#### Dataset extract
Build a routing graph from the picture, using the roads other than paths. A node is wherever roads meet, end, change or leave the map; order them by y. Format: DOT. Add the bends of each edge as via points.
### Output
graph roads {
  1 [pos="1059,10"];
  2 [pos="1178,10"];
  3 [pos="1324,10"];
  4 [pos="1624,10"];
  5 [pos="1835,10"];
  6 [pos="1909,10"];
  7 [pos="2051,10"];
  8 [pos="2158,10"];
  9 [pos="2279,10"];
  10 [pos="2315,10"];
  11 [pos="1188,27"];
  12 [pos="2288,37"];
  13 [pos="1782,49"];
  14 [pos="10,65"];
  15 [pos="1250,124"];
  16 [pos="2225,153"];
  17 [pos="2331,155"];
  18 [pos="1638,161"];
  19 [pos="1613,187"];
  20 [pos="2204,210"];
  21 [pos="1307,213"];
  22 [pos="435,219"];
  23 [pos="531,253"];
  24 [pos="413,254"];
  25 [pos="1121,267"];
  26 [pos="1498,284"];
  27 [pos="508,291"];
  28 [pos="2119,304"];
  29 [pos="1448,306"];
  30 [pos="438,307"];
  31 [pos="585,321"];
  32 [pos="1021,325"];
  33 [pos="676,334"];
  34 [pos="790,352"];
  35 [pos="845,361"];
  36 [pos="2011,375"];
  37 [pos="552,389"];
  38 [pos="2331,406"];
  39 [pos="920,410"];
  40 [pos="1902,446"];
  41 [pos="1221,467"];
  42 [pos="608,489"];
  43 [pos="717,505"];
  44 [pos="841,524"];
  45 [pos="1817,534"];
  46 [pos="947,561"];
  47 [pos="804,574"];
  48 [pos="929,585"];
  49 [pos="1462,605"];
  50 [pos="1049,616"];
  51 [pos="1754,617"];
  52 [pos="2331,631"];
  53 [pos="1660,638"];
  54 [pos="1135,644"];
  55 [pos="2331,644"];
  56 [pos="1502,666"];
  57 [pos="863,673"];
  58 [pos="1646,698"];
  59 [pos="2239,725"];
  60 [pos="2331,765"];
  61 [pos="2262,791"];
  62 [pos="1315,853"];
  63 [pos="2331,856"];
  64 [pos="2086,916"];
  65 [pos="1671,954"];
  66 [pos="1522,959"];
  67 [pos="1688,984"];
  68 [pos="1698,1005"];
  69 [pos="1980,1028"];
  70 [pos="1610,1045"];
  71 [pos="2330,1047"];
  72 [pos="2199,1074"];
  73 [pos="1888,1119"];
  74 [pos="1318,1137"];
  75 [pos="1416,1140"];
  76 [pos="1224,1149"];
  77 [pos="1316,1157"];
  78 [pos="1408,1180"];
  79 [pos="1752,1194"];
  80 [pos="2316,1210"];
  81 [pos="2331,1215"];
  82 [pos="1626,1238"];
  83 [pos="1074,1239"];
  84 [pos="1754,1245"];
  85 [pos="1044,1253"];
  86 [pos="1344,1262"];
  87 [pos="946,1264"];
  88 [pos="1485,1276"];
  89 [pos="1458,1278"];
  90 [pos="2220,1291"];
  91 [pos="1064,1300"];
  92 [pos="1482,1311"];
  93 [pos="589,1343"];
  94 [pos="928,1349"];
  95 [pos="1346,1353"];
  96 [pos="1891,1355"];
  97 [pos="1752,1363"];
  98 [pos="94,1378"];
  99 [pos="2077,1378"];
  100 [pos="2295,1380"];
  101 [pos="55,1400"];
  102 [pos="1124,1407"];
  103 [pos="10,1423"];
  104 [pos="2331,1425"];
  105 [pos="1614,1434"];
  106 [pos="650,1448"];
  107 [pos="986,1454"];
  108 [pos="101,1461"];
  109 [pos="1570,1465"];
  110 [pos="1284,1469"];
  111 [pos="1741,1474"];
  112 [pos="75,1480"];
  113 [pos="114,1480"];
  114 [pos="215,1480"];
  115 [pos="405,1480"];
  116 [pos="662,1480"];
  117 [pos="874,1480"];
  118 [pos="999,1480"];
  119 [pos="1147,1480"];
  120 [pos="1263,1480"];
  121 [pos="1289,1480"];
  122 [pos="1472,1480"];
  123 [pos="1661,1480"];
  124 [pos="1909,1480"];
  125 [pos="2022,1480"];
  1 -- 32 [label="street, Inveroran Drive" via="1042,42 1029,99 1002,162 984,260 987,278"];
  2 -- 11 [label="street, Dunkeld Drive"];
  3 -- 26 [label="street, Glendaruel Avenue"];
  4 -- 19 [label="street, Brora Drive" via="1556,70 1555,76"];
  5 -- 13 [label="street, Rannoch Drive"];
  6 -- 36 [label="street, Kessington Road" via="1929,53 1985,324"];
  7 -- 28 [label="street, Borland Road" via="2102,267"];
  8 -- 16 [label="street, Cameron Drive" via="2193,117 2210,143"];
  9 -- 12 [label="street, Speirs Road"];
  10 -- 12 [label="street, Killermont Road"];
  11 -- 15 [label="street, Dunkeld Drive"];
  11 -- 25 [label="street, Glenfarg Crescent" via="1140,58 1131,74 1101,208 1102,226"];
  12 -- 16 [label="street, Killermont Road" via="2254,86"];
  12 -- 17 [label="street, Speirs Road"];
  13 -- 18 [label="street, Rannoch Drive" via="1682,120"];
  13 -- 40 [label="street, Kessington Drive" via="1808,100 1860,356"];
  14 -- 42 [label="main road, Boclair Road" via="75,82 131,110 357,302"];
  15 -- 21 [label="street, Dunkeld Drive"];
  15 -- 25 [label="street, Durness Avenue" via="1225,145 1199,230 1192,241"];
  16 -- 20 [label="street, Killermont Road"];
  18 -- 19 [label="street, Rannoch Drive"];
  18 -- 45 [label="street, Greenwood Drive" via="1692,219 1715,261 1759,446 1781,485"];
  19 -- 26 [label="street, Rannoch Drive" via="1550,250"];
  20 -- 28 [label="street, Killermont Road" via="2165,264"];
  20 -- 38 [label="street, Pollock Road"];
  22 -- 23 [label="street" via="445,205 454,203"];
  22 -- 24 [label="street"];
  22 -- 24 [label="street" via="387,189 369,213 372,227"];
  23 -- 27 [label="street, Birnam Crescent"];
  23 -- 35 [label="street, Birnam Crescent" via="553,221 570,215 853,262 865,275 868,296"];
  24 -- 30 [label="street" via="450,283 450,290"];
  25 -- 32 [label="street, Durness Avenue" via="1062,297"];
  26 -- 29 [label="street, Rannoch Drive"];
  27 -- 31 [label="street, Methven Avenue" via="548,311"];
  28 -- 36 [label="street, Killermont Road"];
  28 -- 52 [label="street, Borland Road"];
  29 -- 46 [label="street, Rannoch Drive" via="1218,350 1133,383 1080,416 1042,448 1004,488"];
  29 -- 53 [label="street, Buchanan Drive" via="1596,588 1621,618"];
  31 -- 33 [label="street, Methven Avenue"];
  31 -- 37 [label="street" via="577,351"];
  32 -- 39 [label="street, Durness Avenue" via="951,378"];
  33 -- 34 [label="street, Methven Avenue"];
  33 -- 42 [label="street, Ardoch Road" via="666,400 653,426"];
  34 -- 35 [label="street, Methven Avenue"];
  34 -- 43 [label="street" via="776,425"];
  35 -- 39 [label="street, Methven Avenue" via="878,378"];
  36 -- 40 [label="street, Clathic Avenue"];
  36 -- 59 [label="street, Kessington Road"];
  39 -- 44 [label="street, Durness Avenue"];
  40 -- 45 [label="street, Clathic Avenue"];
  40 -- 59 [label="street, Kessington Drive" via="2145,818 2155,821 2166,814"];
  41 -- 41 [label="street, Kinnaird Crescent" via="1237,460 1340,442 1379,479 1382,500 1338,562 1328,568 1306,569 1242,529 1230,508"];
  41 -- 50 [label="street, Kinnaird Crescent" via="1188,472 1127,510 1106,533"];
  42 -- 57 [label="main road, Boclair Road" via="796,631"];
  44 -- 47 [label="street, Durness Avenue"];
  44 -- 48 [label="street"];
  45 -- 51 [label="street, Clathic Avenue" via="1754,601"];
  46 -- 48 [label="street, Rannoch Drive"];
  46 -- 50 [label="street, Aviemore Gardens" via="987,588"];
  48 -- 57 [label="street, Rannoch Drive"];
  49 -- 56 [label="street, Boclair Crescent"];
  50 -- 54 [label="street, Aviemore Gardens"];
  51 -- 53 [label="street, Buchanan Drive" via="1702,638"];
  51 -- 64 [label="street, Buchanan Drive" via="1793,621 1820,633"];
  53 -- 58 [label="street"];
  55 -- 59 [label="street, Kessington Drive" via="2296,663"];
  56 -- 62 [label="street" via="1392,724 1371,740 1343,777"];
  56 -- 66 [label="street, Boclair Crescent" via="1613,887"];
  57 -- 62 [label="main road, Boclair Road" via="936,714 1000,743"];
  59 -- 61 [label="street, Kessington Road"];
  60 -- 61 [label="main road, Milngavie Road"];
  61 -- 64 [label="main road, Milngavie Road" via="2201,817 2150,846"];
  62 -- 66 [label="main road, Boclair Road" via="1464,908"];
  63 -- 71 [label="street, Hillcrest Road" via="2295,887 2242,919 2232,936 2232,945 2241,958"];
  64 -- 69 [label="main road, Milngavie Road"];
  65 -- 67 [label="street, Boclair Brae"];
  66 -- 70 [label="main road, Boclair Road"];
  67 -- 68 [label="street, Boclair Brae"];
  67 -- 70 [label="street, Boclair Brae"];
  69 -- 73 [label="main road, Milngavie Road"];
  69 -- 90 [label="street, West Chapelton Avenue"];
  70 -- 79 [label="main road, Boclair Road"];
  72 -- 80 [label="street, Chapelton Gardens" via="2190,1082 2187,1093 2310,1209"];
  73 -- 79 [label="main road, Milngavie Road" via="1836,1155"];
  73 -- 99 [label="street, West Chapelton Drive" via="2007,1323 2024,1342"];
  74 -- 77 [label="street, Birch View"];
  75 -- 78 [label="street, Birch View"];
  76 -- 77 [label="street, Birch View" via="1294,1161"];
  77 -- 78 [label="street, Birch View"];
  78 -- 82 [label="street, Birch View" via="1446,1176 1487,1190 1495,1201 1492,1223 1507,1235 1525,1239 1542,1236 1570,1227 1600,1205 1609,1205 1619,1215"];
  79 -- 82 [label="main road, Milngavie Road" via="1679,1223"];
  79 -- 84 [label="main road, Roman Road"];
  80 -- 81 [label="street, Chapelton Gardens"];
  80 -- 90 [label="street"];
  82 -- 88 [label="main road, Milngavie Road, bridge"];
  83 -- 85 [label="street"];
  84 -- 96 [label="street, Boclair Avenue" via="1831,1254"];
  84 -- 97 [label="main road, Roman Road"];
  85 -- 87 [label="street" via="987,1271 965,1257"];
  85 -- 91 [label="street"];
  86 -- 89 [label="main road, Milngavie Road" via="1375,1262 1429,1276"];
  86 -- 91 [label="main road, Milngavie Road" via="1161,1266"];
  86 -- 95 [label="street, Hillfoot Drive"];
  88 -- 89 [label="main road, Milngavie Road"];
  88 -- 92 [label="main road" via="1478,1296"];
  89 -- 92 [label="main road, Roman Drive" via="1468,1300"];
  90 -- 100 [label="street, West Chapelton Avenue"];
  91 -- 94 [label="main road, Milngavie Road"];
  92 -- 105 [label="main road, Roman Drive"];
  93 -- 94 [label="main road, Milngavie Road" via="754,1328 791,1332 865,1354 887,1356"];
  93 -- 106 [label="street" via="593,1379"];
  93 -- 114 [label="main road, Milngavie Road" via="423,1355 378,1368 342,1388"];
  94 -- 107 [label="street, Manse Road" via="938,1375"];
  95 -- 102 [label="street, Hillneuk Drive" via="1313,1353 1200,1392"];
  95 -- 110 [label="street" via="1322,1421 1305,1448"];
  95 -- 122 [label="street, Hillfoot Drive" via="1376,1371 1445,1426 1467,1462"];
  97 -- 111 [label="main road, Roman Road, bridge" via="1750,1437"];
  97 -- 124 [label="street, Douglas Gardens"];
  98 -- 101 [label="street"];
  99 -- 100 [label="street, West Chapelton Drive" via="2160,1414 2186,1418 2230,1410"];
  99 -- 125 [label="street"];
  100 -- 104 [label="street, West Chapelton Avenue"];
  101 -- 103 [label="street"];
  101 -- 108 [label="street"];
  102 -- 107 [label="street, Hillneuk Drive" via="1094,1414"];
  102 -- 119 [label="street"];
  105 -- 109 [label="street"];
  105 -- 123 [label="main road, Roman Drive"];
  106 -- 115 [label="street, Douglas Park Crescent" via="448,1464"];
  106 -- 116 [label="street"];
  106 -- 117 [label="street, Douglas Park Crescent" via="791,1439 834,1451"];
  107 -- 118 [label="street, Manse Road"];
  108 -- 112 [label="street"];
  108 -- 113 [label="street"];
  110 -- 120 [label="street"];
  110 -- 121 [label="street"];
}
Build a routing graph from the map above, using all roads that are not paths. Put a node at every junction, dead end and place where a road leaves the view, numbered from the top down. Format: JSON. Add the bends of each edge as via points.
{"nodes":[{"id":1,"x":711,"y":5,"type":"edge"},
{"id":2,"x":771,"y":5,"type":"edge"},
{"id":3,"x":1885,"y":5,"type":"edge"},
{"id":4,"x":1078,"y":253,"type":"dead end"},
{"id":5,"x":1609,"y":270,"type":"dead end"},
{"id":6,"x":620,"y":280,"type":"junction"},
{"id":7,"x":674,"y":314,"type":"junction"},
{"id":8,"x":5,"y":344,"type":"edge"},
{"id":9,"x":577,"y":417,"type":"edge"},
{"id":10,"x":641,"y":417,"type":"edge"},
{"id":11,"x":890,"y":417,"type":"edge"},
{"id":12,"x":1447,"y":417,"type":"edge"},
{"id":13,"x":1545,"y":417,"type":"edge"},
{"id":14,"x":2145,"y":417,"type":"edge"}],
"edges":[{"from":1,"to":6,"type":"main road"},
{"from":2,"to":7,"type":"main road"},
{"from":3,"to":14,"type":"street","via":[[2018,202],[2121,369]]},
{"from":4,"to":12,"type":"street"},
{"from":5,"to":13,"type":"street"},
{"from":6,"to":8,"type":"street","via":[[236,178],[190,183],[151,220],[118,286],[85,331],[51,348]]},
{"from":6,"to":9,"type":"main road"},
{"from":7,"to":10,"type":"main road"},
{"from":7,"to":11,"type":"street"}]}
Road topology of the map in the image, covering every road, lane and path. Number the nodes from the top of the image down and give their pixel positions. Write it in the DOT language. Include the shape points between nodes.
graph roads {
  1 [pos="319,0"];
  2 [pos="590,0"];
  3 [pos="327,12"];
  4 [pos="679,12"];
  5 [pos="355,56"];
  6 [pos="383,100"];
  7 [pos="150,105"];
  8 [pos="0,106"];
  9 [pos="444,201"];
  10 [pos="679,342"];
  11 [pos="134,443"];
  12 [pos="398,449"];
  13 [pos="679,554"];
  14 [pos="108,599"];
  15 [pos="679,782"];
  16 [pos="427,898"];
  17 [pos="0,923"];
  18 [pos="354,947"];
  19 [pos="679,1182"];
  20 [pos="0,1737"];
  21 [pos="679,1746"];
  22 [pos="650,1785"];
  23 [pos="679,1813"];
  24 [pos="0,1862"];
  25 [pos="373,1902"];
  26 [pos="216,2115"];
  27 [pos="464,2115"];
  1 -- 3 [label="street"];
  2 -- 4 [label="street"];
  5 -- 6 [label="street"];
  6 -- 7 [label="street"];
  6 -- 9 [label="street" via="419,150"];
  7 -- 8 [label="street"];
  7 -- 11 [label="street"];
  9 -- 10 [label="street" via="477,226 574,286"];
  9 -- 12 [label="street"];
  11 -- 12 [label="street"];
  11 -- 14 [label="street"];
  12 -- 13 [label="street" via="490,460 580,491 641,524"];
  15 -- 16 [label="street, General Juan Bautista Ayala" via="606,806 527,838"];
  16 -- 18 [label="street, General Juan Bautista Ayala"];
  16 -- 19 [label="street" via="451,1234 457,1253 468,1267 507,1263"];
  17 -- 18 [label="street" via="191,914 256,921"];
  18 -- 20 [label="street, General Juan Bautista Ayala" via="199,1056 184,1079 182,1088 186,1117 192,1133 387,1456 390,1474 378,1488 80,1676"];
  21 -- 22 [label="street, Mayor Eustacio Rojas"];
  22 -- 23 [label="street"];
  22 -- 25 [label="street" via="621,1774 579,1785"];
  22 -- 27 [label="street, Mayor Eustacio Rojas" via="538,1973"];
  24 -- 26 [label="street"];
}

#### Directions for this task
Check each line of the entries above for the word "junction". List the ones that have it.

#### Output of the exercise
Build a routing graph from the map above, using all roads that are not paths. Put a node at every junction, dead end and place where a road leaves the view, numbered from the top down. Format: JSON. Add the bends of each edge as via points.
{"id":6,"x":620,"y":280,"type":"junction"},
{"id":7,"x":674,"y":314,"type":"junction"},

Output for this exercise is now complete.